WHAT TO DO – Reproduce the records below exactly, leaving their images out.

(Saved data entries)
========
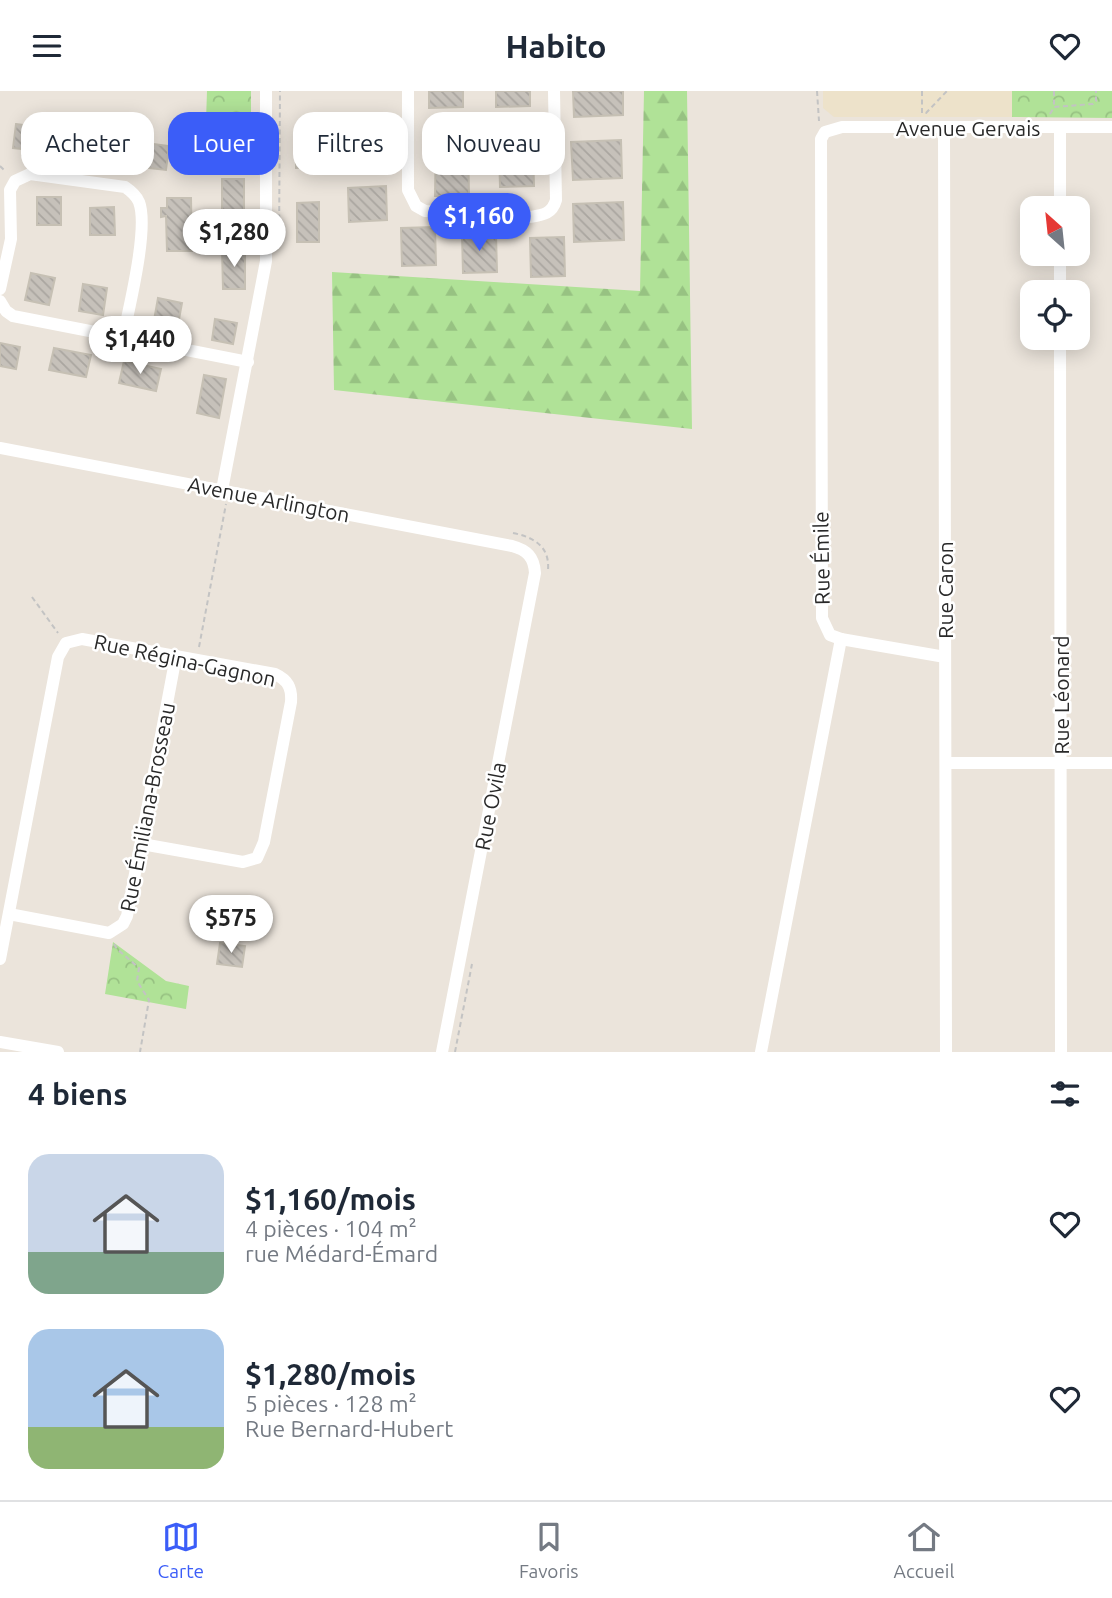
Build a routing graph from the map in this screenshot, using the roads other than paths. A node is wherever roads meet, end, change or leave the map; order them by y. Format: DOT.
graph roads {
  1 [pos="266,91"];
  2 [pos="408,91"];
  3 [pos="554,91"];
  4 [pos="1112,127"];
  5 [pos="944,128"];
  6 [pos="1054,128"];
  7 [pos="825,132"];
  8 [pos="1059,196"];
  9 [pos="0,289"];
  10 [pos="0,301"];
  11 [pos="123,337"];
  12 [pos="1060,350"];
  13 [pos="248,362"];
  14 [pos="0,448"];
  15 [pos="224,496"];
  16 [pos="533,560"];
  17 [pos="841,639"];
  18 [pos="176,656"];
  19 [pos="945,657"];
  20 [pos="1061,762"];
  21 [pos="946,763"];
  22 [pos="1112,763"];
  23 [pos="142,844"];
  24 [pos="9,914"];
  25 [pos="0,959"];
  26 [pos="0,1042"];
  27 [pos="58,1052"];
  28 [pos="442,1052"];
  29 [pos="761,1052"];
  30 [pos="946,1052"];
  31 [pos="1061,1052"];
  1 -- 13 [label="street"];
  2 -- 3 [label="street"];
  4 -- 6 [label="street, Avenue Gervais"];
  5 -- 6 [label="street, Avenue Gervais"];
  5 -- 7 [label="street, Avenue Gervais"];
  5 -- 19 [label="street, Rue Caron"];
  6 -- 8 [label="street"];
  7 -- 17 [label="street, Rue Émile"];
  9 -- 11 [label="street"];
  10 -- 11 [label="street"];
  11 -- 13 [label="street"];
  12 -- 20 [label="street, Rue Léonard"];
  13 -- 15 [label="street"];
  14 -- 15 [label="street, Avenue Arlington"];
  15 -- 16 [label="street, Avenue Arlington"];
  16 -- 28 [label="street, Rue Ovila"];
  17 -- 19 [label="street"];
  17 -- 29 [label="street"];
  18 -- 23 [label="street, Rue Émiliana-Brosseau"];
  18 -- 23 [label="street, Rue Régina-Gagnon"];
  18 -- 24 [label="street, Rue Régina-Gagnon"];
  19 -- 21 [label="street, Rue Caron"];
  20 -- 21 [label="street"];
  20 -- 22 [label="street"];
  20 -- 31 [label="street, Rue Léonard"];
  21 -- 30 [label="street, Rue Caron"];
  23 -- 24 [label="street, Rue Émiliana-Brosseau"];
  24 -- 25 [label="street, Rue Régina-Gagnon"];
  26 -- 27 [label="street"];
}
========
WRITTEN ANSWER –
Build a routing graph from the map in this screenshot, using the roads other than paths. A node is wherever roads meet, end, change or leave the map; order them by y. Format: DOT.
graph roads {
  1 [pos="266,91"];
  2 [pos="408,91"];
  3 [pos="554,91"];
  4 [pos="1112,127"];
  5 [pos="944,128"];
  6 [pos="1054,128"];
  7 [pos="825,132"];
  8 [pos="1059,196"];
  9 [pos="0,289"];
  10 [pos="0,301"];
  11 [pos="123,337"];
  12 [pos="1060,350"];
  13 [pos="248,362"];
  14 [pos="0,448"];
  15 [pos="224,496"];
  16 [pos="533,560"];
  17 [pos="841,639"];
  18 [pos="176,656"];
  19 [pos="945,657"];
  20 [pos="1061,762"];
  21 [pos="946,763"];
  22 [pos="1112,763"];
  23 [pos="142,844"];
  24 [pos="9,914"];
  25 [pos="0,959"];
  26 [pos="0,1042"];
  27 [pos="58,1052"];
  28 [pos="442,1052"];
  29 [pos="761,1052"];
  30 [pos="946,1052"];
  31 [pos="1061,1052"];
  1 -- 13 [label="street"];
  2 -- 3 [label="street"];
  4 -- 6 [label="street, Avenue Gervais"];
  5 -- 6 [label="street, Avenue Gervais"];
  5 -- 7 [label="street, Avenue Gervais"];
  5 -- 19 [label="street, Rue Caron"];
  6 -- 8 [label="street"];
  7 -- 17 [label="street, Rue Émile"];
  9 -- 11 [label="street"];
  10 -- 11 [label="street"];
  11 -- 13 [label="street"];
  12 -- 20 [label="street, Rue Léonard"];
  13 -- 15 [label="street"];
  14 -- 15 [label="street, Avenue Arlington"];
  15 -- 16 [label="street, Avenue Arlington"];
  16 -- 28 [label="street, Rue Ovila"];
  17 -- 19 [label="street"];
  17 -- 29 [label="street"];
  18 -- 23 [label="street, Rue Émiliana-Brosseau"];
  18 -- 23 [label="street, Rue Régina-Gagnon"];
  18 -- 24 [label="street, Rue Régina-Gagnon"];
  19 -- 21 [label="street, Rue Caron"];
  20 -- 21 [label="street"];
  20 -- 22 [label="street"];
  20 -- 31 [label="street, Rue Léonard"];
  21 -- 30 [label="street, Rue Caron"];
  23 -- 24 [label="street, Rue Émiliana-Brosseau"];
  24 -- 25 [label="street, Rue Régina-Gagnon"];
  26 -- 27 [label="street"];
}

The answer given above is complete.